Passado o período de aprendizagem, começam a praticar atos mais responsáveis, como pescar, caçar e outras atividades coletivas. A obediência, na Casa de Aruanã, só termina quando o menino demonstra ter deixado as brincadeiras de lado. Então, é convidado a participar da dança de Aruanã. Mas, antes, terá que prometer não contar a ninguém os mistérios desse ritual. Com essa promessa, o rapaz se torna responsável.
As meninas permanecem na companhia dos pais e são bastante vigiadas pelos mais velhos para não namorarem. Não podem olhar para os moços. A iniciação ao namoro é permitida depois que elas participam da dança de Aruanã, que as torna capazes de assumir compromisso para o casamento. A festa de Retorrorã é uma das mais importantes na tribo Carajá. É o ritual que prepara os meninos para entrarem na Casa dos Homens. Nessa ocasião, os índios se enfeitam com muitas penas e pintam o corpo para dançar e cantar.

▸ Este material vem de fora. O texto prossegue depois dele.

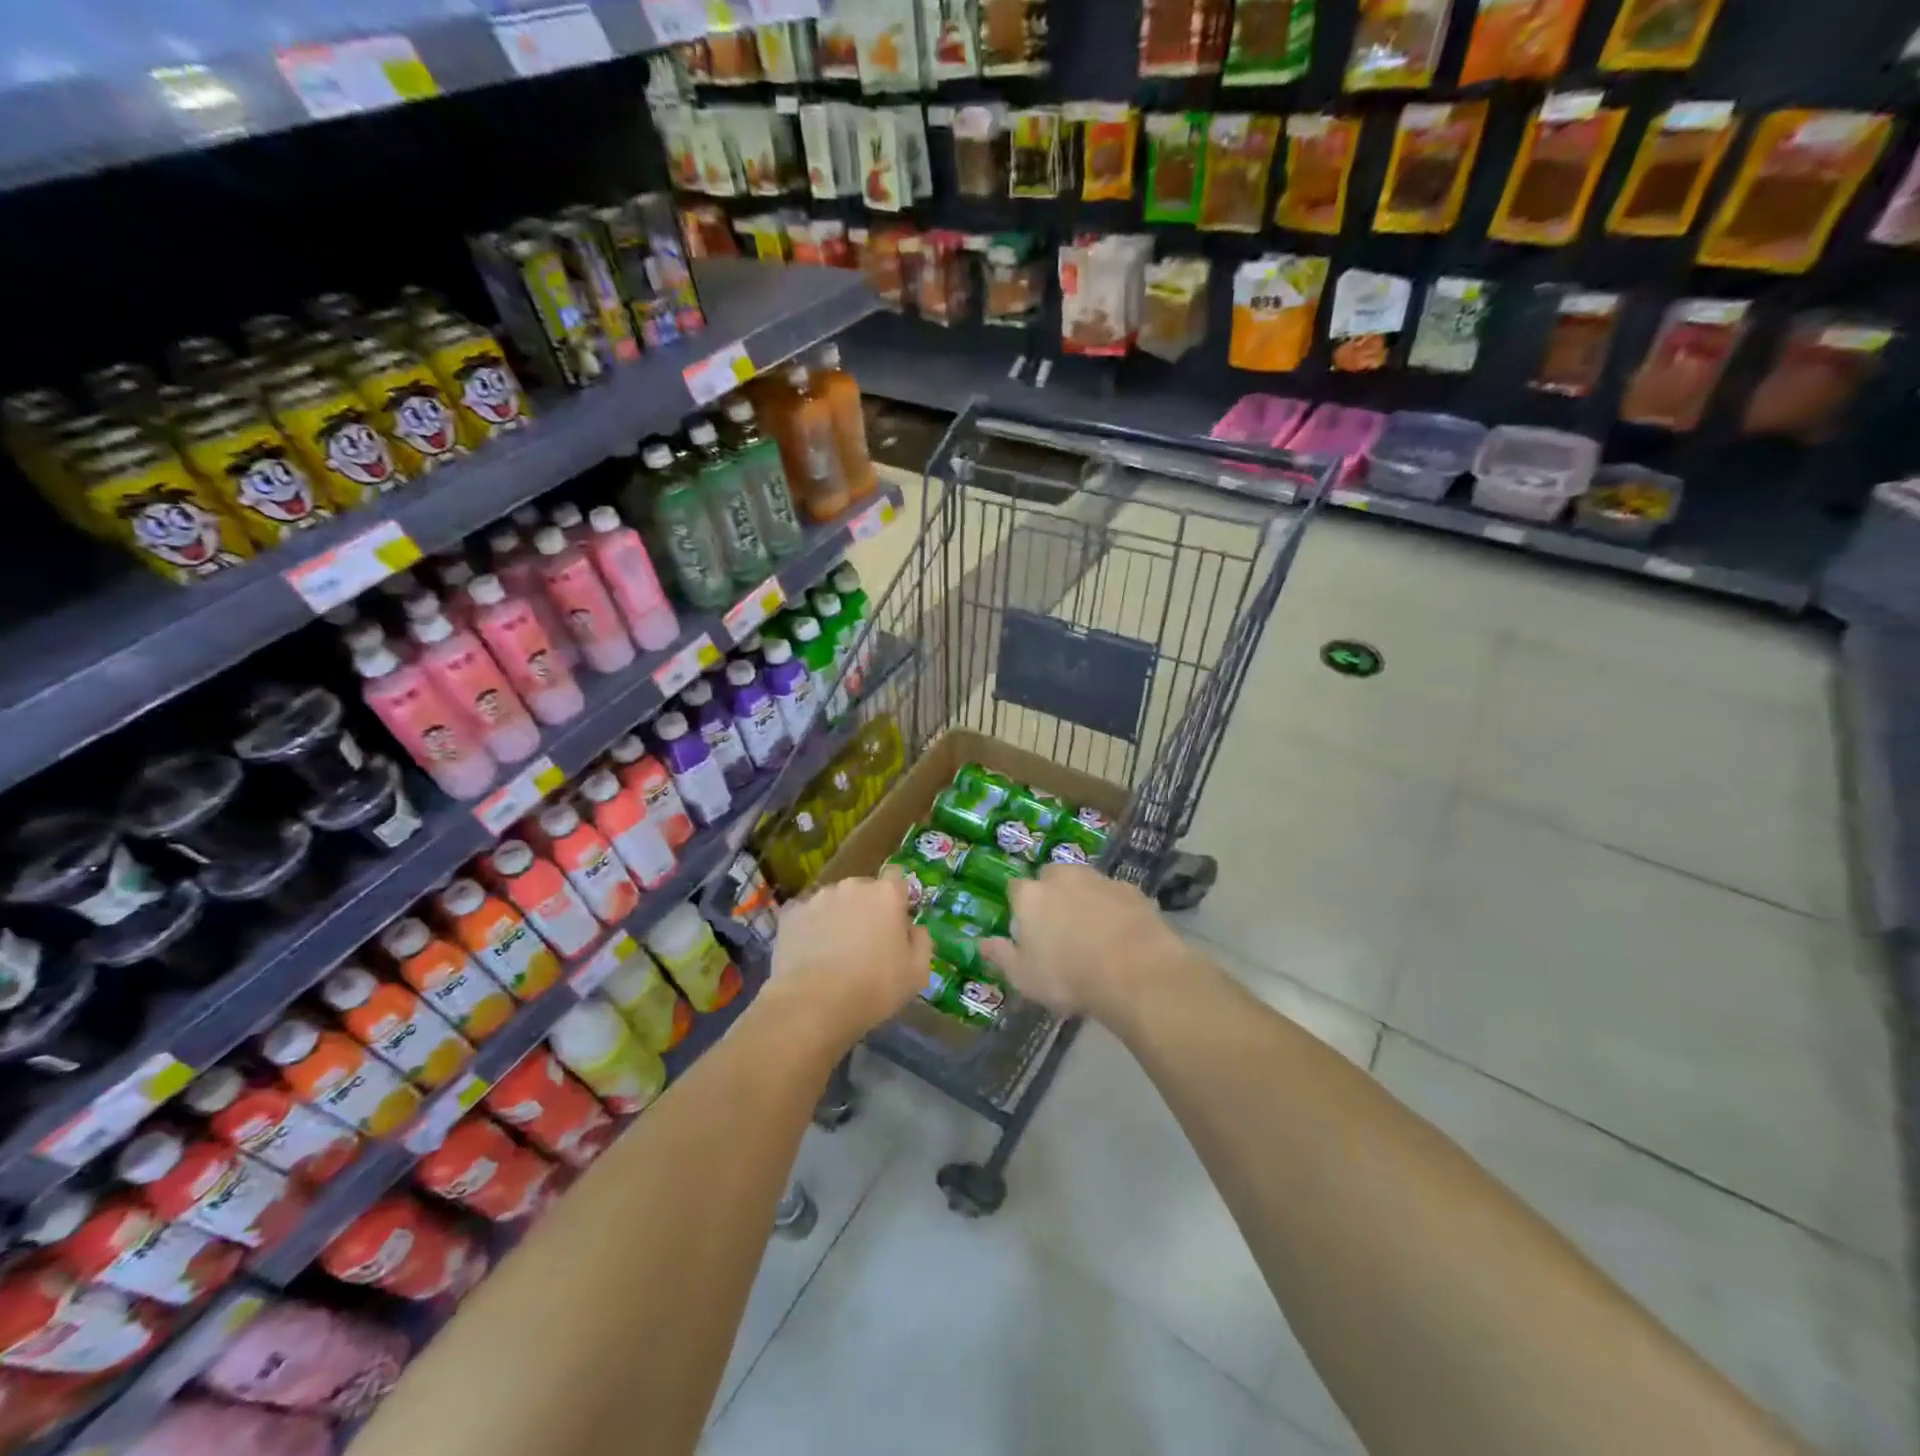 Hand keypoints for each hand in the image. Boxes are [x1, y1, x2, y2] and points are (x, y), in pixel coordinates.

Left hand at [769, 874, 931, 1046]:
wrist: (813, 1004)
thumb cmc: (874, 988)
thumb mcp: (917, 973)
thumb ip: (922, 942)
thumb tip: (914, 928)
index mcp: (886, 894)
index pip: (897, 876)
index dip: (897, 896)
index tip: (895, 920)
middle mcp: (852, 886)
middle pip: (864, 889)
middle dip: (866, 908)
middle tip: (865, 942)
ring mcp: (818, 897)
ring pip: (834, 901)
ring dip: (838, 916)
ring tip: (833, 950)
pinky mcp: (790, 913)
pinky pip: (806, 915)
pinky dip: (810, 927)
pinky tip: (810, 953)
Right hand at [981, 864, 1187, 1021]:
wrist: (1135, 971)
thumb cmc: (1068, 976)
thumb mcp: (1024, 977)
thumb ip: (1001, 956)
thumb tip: (980, 942)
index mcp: (1031, 896)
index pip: (1015, 889)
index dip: (1020, 907)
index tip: (1026, 929)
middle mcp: (1063, 877)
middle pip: (1051, 877)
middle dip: (1052, 894)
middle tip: (1059, 928)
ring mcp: (1099, 880)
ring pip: (1084, 882)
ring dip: (1083, 898)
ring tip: (1092, 931)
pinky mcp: (1131, 890)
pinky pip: (1114, 895)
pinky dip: (1113, 908)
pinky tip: (1120, 934)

Entre os carajás, quem escolhia o marido para a filha era a mãe. Hoje muitas mudanças foram feitas, por causa do contato com o branco. Existem três formas de casamento para os carajás: o arabié, o cotá ou birená, e o exiderotê.
1) O arabié é o casamento tradicional, desejado pelas famílias; muito honroso. É realizado com cerimônia em que a família da moça é quem toma a iniciativa dos preparativos. O noivo, para provar que está disposto a casar, deverá, três dias antes do casamento, sair bem cedo para pescar. No fim da tarde, sua canoa deverá estar abarrotada de peixes para presentear o sogro. Isto acontecendo, ele é esperado na beira do rio e levado nos ombros dos índios até a casa da noiva. Este é um comprovante de que está apto a assumir um compromisso matrimonial. O marido terá que trabalhar para o pai de sua esposa, caçando, pescando ou plantando.
2) O cotá ou birená é um casamento em que jovens, namorando escondidos, são descobertos pelos outros índios da aldeia.
3) O ixiderotê é um casamento realizado por parceiros que já tenham se casada anteriormente, viúvos ou separados.


As artes indígenas, mais representativas, são as esculturas em madeira ou barro. As imagens reproduzem lendas, costumes, animais e ainda o próprio índio, destacando o corpo atlético e bem enfeitado. Os índios mais velhos ocupam posição de destaque dentro da sociedade Carajá. São respeitados e respeitam os mais novos. Quando os idosos falam, todos ouvem com atenção, seguindo suas idéias, pois já viveram e aprenderam a vida, tendo sempre razão.
Somente os mais velhos sentem dificuldades para falar o português. Os índios jovens falam-no correntemente; entre eles, só conversam em carajá.


Devido às estradas que estão sendo abertas nas imediações, os pescadores e caçadores, sem a menor preocupação de causar-lhes mal, vêm fornecendo-lhes cachaça, entre outros vícios. Sempre são encontrados corpos de índios boiando no Rio Araguaia. Eles atravessam o rio para São Félix do Araguaia e adquirem pinga com a maior facilidade. Embriagados, tentam voltar para a aldeia e acabam virando a canoa e morrendo afogados.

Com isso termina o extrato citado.